Desde Yale, el profesor y crítico literario villaclareño Roberto González Echevarría nos recuerda a los ensayistas cubanos que estamos en ruina. “La crítica cubana la hacen burócratas y comisarios, por lo que yo puedo ver”, dice desde la más cerrada, la más claustrofóbica, la más extrema de todas las provincias de Cuba: la famosa provincia número 16, la Cuba de la diáspora.
Este tipo de declaraciones pertenece a una amplia tradición completamente nacional, la de ubicar en Cuba todas nuestras miserias, postergaciones y olvidos. Es una cosa bíblica.
Efectivamente, el clima intelectual cubano es provinciano. Lo es porque Cuba es una aldea. Somos lo que siempre hemos sido, taínos irracionales, acallando cualquier debate a golpe de chismes (o “guerritas de e-mails”), siguiendo en manada a algún vejete de turno, destruyendo al que asoma mucho la cabeza, o ejerciendo el matonaje sobre el que disiente. Y no hay razón, en la mente de algún profesor cubano-americano, para que surja entre los náufragos de esta isla desierta otra cosa que unas chalupas para abandonar la playa. Cuando las chalupas son destrozadas por las olas, todos volvemos a revivir el argumento de El Señor de las moscas.

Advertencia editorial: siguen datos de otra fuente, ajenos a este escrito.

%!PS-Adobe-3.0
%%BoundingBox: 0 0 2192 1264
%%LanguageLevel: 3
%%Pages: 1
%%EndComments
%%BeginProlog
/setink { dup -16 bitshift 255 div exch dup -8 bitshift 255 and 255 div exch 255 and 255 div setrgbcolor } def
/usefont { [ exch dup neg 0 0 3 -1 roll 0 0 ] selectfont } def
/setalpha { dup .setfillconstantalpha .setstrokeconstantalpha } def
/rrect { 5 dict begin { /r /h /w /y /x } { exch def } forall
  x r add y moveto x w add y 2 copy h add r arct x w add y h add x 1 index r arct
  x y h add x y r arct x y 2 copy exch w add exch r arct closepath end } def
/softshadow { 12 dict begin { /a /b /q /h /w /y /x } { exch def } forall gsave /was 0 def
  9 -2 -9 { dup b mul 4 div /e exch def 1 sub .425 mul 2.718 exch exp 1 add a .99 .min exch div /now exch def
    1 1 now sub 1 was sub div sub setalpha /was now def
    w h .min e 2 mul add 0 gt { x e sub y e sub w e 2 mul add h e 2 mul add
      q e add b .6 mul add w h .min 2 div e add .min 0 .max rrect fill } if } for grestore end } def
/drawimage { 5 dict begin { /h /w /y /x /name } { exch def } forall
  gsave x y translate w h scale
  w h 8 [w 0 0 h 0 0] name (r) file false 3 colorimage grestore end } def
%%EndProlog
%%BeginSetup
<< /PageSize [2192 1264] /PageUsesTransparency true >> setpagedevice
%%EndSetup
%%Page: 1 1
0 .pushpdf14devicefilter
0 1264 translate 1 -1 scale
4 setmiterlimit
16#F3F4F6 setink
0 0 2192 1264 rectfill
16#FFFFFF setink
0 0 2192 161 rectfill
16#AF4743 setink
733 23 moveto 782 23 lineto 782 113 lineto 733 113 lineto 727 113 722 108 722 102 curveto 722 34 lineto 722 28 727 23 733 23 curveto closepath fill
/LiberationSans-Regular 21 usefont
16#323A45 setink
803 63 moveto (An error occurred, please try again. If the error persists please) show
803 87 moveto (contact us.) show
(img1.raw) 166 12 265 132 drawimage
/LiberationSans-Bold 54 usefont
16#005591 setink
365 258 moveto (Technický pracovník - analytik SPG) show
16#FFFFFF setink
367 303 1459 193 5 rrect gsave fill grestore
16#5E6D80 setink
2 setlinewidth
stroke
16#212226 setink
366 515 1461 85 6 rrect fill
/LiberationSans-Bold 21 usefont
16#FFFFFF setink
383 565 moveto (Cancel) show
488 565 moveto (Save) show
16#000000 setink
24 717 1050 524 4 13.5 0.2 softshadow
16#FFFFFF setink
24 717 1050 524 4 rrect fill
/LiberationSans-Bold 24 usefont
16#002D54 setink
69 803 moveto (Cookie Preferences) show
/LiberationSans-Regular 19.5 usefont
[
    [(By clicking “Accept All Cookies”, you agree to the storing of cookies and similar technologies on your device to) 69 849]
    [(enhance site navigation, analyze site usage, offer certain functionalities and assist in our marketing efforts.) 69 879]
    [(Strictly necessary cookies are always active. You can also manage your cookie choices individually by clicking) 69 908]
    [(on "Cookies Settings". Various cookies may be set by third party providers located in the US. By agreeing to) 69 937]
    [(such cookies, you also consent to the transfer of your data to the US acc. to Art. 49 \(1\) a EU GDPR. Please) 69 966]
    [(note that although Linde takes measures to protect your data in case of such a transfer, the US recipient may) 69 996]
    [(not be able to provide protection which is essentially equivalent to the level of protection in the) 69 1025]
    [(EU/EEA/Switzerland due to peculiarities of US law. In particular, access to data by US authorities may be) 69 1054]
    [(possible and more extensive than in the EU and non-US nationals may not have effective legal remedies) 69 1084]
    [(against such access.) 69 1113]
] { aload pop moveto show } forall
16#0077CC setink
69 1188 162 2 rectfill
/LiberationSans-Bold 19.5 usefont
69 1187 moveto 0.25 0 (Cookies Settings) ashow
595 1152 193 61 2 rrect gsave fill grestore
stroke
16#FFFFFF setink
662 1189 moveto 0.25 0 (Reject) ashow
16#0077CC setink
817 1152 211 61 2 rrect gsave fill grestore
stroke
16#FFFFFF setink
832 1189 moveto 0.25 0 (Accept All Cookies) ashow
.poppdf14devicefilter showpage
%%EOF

Pero ver en la crítica literaria cubana, como en la literatura, solo ruinas es justamente hacer gala de lo que una y otra vez nos ha desvalijado como cultura. Ser un profeta de la nada es una muestra viviente de esa flojera intelectual que es la marca de fábrica de la inteligentzia nacional. Es ese el vicio cubano por antonomasia, el descuido escondido tanto en el desánimo como en la hiperactividad, tanto en el entusiasmo acrítico, como en el nihilismo.
No hay nada, no hay nadie; entonces, no tengo que hacer esfuerzo para entender lo que efectivamente hay. ¿Y espléndidas novelas como El último día del estornino, de Gerardo Fernández Fe, o Archivo, de Jorge Enrique Lage, y los cuentos de Osdany Morales, para solo hablar de la narrativa más reciente? ¿Habrá leído González Echevarría un libro como El mapa de sal, de Iván de la Nuez?
Buenos o malos, los textos cubanos caen casi todos en ese vacío. Pueden tener miles de lectores o ninguno, pero carecen de una lectura. La lectura de un Harold Bloom, una Michiko Kakutani o de un Ignacio Echevarría que, equivocados o no, construyen una jerarquía, ejercen una influencia. Venden.
El principal problema de los críticos literarios cubanos es que nadie —y cuando digo nadie quiero decir exactamente: ninguna editorial o revista verdaderamente cardinal fuera de Cuba— les hace absolutamente ningún caso. Y ya sabemos —está feo decirlo, pero no hay remedio—, que una notita de cualquier diletante en El País logra vender más ejemplares que el más trabado dossier de La Gaceta de Cuba.
(Un amplio sector de la investigación psicológica y económica ha demostrado que la gente paga diferentes sumas por el mismo artículo dependiendo de quién lo suministra. El economista Richard Thaler, en su estudio “Cerveza en la playa”, de 1985, demostró que una persona que toma el sol y tiene sed pagaría 2,50 dólares por una cerveza servida en las dependencias de un hotel, pero solo 1,00 por la misma cerveza si esta procede de una tienda de comestibles común. No sé bien cómo relacionar a La Gaceta de Cuba con esa quincalla común, pero la conclusión de Thaler está increíble.)
Pero me desvío. ¿Dónde están los críticos literarios cubanos? ¿Qué leen? ¿De qué hablan cuando publican en los semanarios extranjeros? ¿Por qué apuestan?
No lo sé. El oráculo no funciona. La borra de té Lipton en el fondo de la taza no es concluyente. Al parecer, el crítico cubiche vive una disyuntiva: escribe casi exclusivamente sobre muertos y siglos pasados, pero tiene que convertirlos en lo único que no pueden ser: en acontecimientos urgentes. Así, indagan acerca de si Virgilio Piñera montaba o no bicicleta, si Carpentier habló de fútbol, o si Julián del Casal posó alguna vez vestido de mosquetero. Necesitan los almohadones de la tradición. Son nuestros Bartlebys.
¿Publicar una reseña en El País sobre el último libro de Legna Rodríguez Iglesias, Mi novia preferida fue un bulldog francés (Alfaguara, 2017)?
Preferiría no hacerlo.
Los críticos literarios cubanos tienen mil cosas que decir sobre la Isla. Nadie me dice, sin embargo, por qué debería leer los libros de Legna Rodríguez Iglesias.